All roads lead to remasters of Pink Floyd records. Sincerely, there is no way of escaping them. Redux, remaster, reworking. Whatever it is, there are three separate versions of The Dark Side of the Moon released this year. As seminal an album as it is, as rabid the fans of Roger Waters and company are, there is no need for it. A reworking of an album which was remastered just shy of a decade ago, a pieced-together live record which is now available after years of lingering on the outer rim and now a post-band divorce overhaul from controversial bassist and now singer Waters. What a mess. Money takes on new meaning, and not just thanks to the watering down Waters brings the lyrics.

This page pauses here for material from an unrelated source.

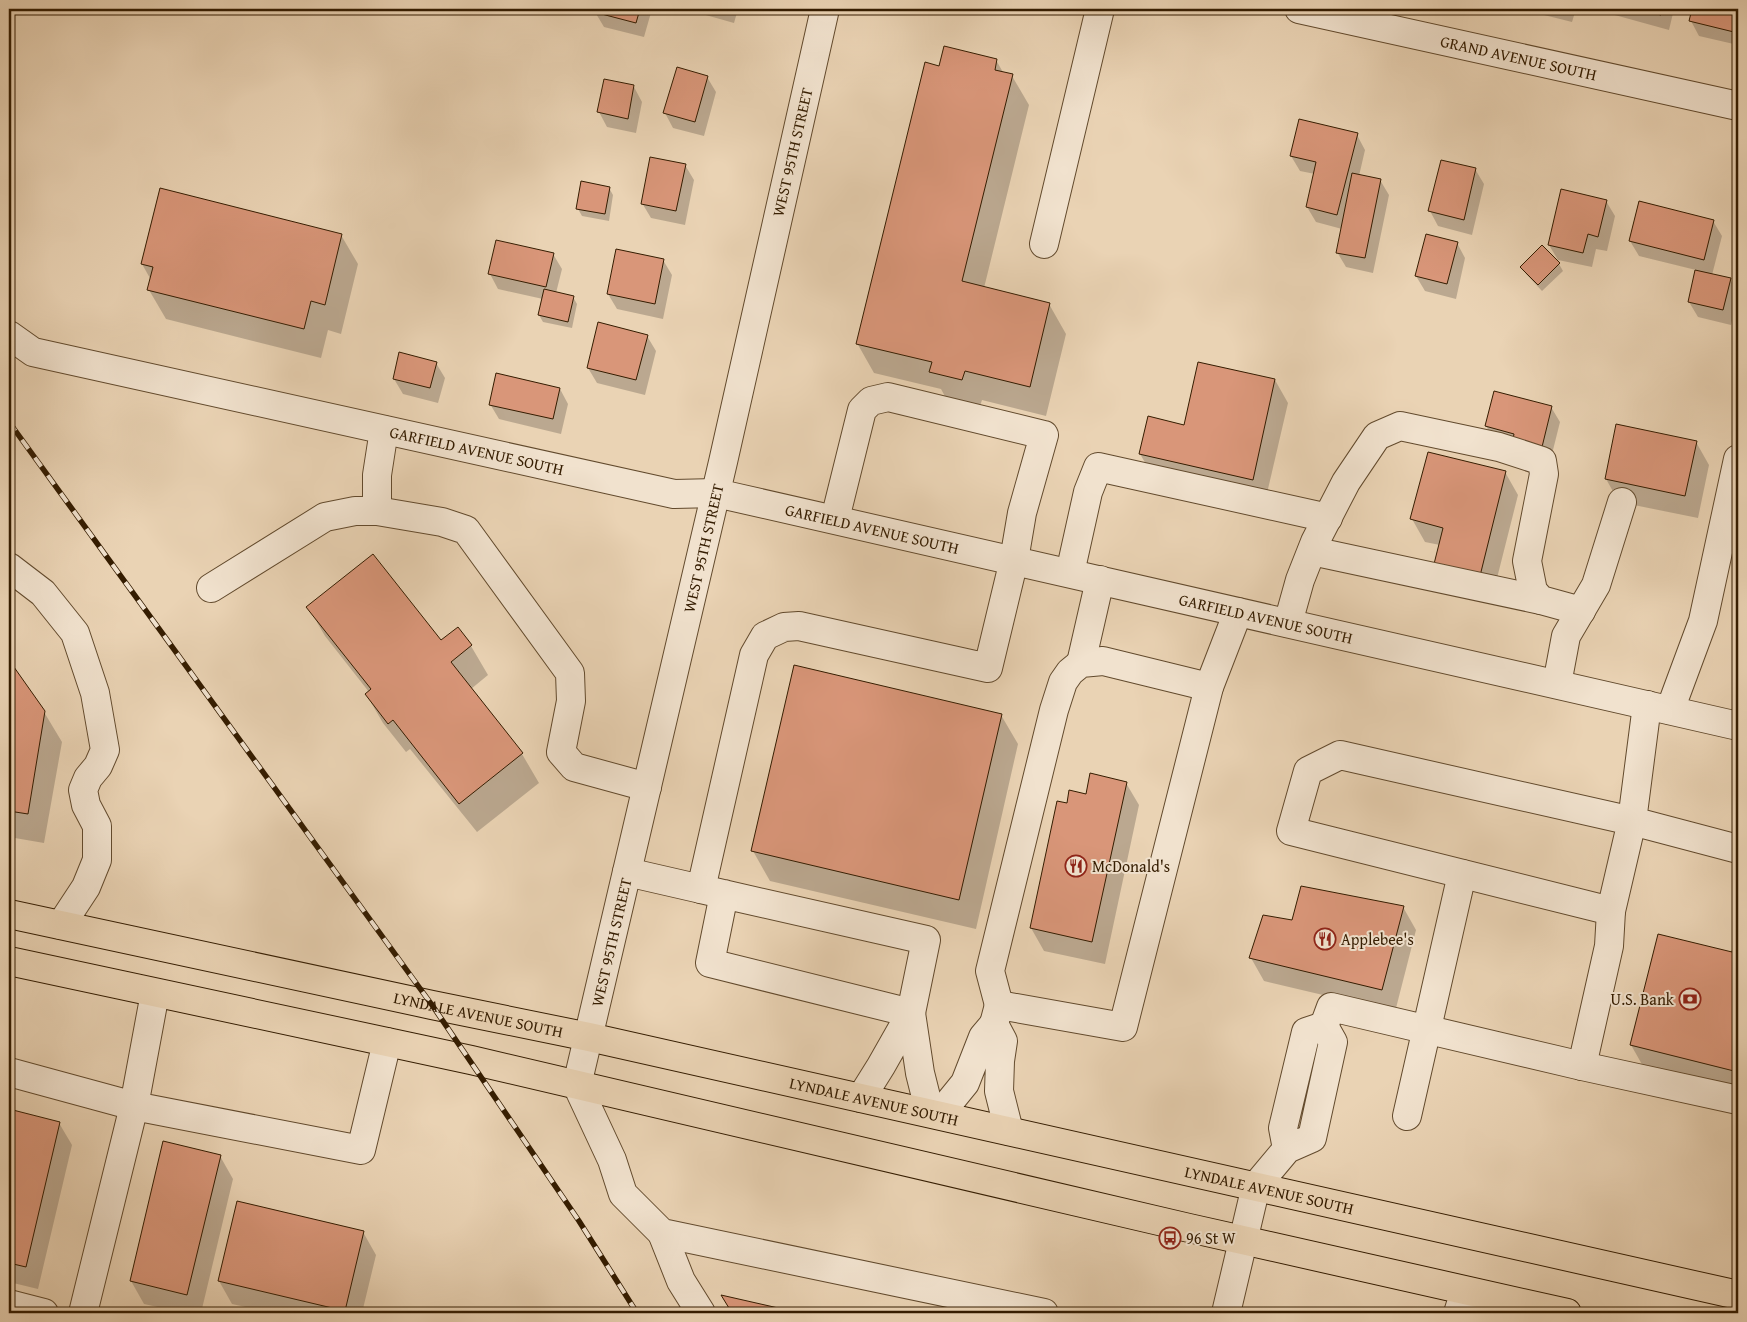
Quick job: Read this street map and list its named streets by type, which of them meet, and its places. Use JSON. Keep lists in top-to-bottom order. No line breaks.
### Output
{"streets":{"main road":["LYNDALE AVENUE SOUTH"],"street":["GRAND AVENUE SOUTH","WEST 95TH STREET","GARFIELD AVENUE SOUTH"]},"crossings":[["WEST 95TH STREET","GARFIELD AVENUE SOUTH"],["WEST 95TH STREET","LYNDALE AVENUE SOUTH"]],"places":{"restaurant":["McDonald's","Applebee's"],"bank":["U.S. Bank"],"bus stop":["96 St W"]}}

Still, his shoo-in of withering pensioner poetry and potty scribbles does give The Dark Side of the Moon Redux a fresh coat of paint. It may be lined with lead and rotting your brain from the first bars of Speak to Me, but sometimes a little damage to the head is good for business. Ramblings of an elderly statesman, whose once-revered work is reworked into something profitable. Between Speak to Me and Breathe, there is a sense of last-gasp finality. Where it does not bring out the best in Pink Floyd, it does hold a weak and meandering tenderness. Waters cannot capture this fully, relying on a change in his vocal strength as the real change. Wet string sections and crawling, empty pontifications from a less-than-relevant mind are as boisterous as they are irrelevant.

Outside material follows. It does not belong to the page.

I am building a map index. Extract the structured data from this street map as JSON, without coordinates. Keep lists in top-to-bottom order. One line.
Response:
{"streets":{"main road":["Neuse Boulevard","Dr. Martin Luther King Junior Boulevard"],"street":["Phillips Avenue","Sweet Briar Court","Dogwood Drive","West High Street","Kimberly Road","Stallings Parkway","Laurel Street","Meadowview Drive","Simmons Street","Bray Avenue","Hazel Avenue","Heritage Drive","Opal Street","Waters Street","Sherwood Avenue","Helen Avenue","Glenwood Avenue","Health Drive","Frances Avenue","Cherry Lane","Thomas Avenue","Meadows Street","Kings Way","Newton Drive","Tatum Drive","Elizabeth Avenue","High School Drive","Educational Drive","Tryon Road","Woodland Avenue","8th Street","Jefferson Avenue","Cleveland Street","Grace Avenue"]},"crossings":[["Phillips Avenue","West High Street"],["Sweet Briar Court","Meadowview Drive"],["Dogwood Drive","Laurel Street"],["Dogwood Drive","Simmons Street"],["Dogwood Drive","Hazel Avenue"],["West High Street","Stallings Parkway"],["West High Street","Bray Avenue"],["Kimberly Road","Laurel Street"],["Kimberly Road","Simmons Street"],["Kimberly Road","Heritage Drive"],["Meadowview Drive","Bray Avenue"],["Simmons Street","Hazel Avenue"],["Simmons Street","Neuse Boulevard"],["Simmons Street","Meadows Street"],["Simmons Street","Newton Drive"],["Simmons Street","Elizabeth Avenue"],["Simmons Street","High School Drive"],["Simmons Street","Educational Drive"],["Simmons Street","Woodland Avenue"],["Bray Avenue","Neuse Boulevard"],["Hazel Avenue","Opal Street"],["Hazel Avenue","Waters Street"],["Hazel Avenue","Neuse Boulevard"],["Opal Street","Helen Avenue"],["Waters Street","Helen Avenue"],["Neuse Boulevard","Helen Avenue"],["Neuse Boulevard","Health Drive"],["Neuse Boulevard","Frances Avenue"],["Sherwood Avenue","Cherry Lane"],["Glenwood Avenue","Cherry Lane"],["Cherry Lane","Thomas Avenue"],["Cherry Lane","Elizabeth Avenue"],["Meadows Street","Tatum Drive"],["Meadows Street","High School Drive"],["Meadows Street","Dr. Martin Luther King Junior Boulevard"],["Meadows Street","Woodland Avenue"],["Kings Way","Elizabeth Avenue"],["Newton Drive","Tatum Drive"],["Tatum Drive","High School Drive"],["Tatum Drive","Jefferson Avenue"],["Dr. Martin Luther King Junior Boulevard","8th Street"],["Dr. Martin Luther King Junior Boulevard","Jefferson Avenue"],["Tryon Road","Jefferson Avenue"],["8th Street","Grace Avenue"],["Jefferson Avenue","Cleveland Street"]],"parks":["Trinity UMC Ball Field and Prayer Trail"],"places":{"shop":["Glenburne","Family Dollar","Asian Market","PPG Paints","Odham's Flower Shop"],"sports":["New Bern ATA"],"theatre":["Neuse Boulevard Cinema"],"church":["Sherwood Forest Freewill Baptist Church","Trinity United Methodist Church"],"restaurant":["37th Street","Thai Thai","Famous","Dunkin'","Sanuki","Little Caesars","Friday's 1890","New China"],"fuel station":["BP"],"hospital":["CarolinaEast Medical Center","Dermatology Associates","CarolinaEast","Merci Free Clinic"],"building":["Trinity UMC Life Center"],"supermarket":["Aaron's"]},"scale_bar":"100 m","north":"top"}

Much of it feels similar to the mocked-up soundtracks movies receive. The fictional pieces which are spoken of inside a movie, the drama within a drama, are often soundtracked by these chimes and charms. Plodding and unique, The Dark Side of the Moon Redux certainly changes tact, but it also changes the necessary meaning and candour of the original work. Waters moves The Dark Side of the Moon into an autobiographical reduction and uses it more as a tapestry for his life than anything truly moving. He recalls spotty moments and tries to pull at the heartstrings with Great Gig in the Sky and gets nowhere close to managing it.

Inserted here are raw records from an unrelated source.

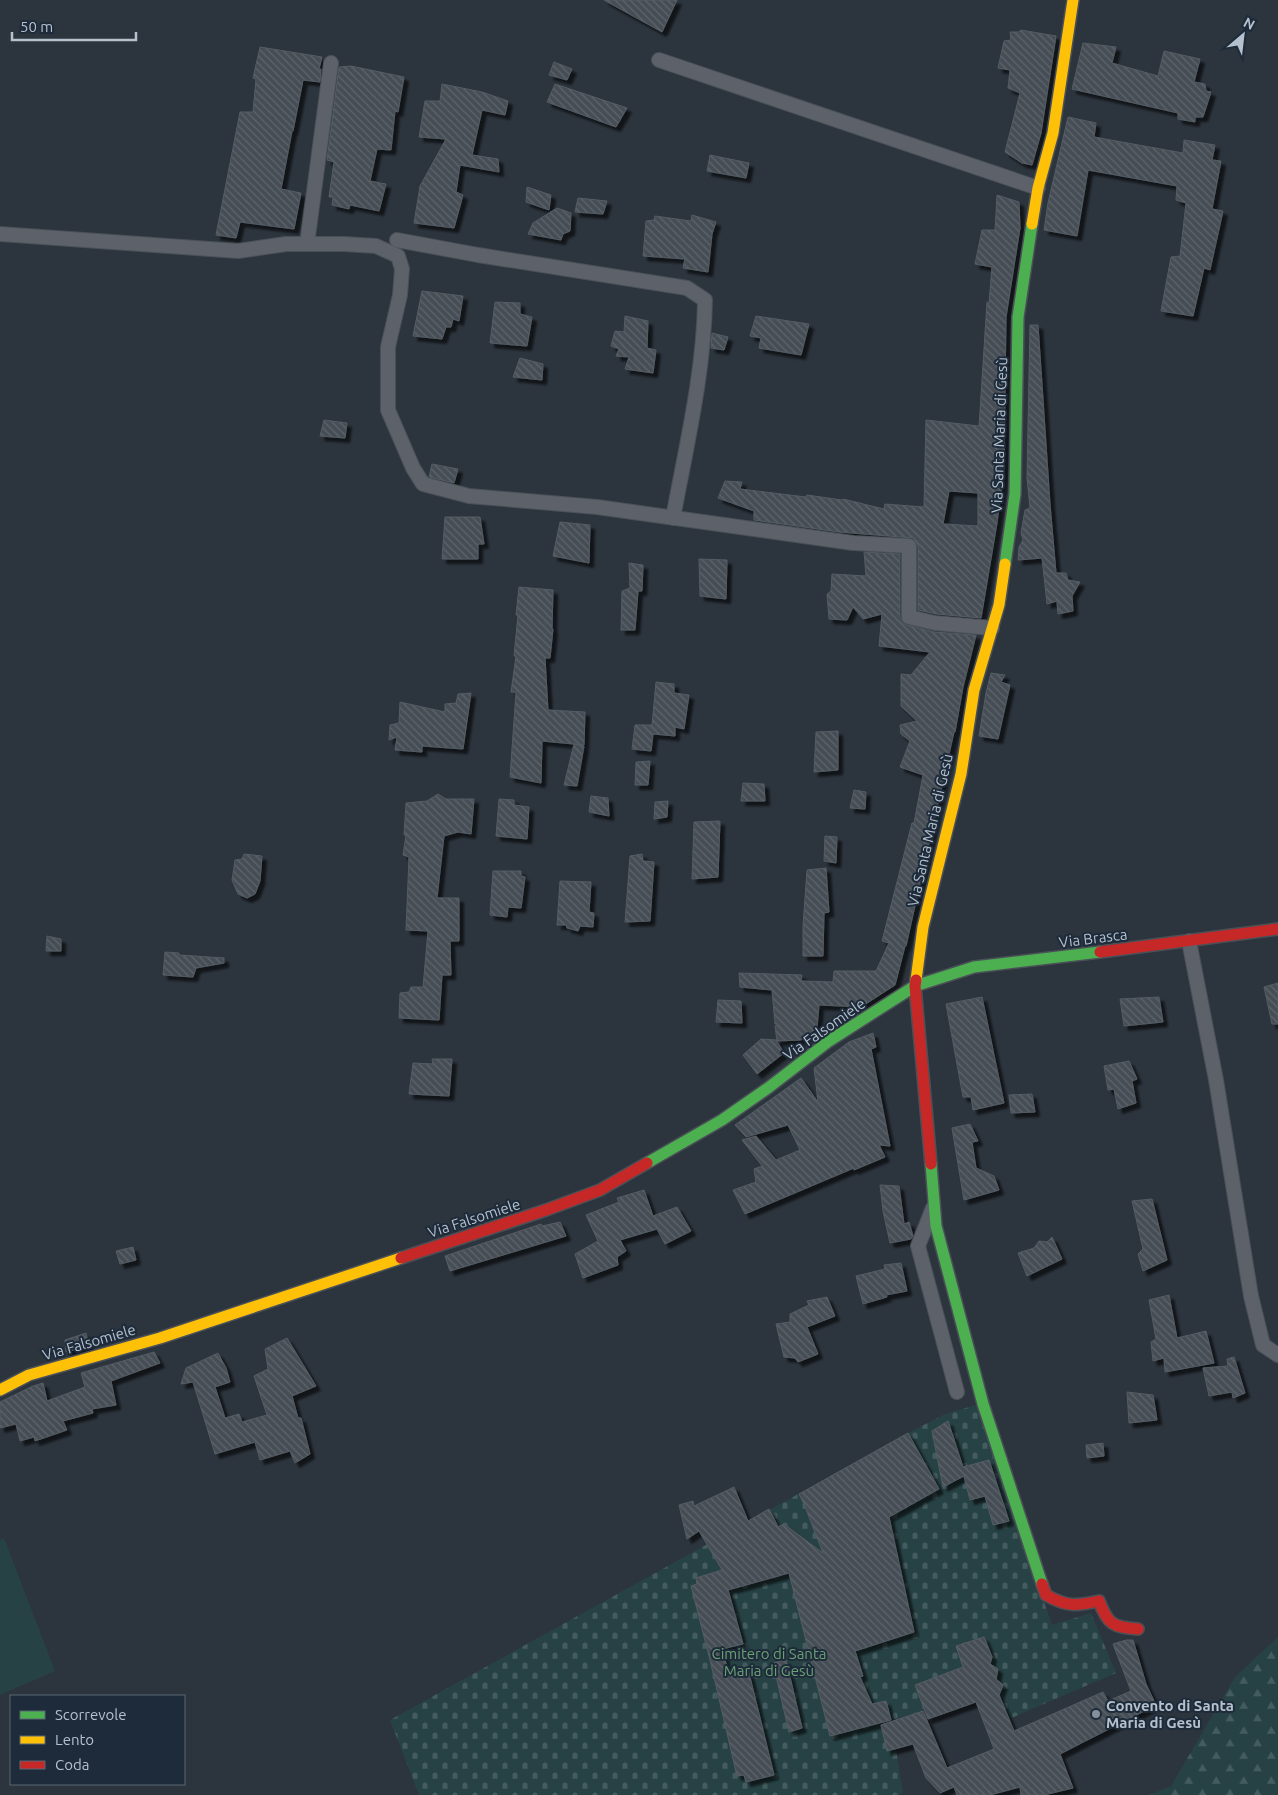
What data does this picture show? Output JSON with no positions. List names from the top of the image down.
{
  "streets": {
    "street": ["Via Santa Maria di Gesù", "Via Brasca", "Via Falsomiele"]
  },
  "crossings": [
    ["Via Santa Maria di Gesù", "Via Brasca"],
    ["Via Santa Maria di Gesù", "Via Falsomiele"],
    ["Via Brasca", "Via Falsomiele"]
  ],
  "parks": ["Cimitero di Santa Maria di Gesù"],
  "places": ["Convento di Santa Maria di Gesù"],
  "legend": ["Scorrevole", "Lento", "Coda"],
  "scale_bar": "50 m",
  "north": "top right"
}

The Dark Side of the Moon Redux picks up when Spotify stops playing the album and moves on to shuffling Waters’ earlier works. Oceans Apart, to those not paying all that much attention, will delight for its post-Dark Side of the Moon potential. Still, it is not actually part of this post-Pink Floyd desecration. Some will be puzzled by how little Waters can offer an album which he was part of creating all those decades ago while others will rally behind him, for they crave the drops of Pink Floyd and anything he touches. Achingly dull and with no real steps toward a change of interesting or inherent value, The Dark Side of the Moon becomes the dull side of his discography and is a clear example of how returning to well-trodden roads can still leave you feeling lost. Even if you paved them in the first place.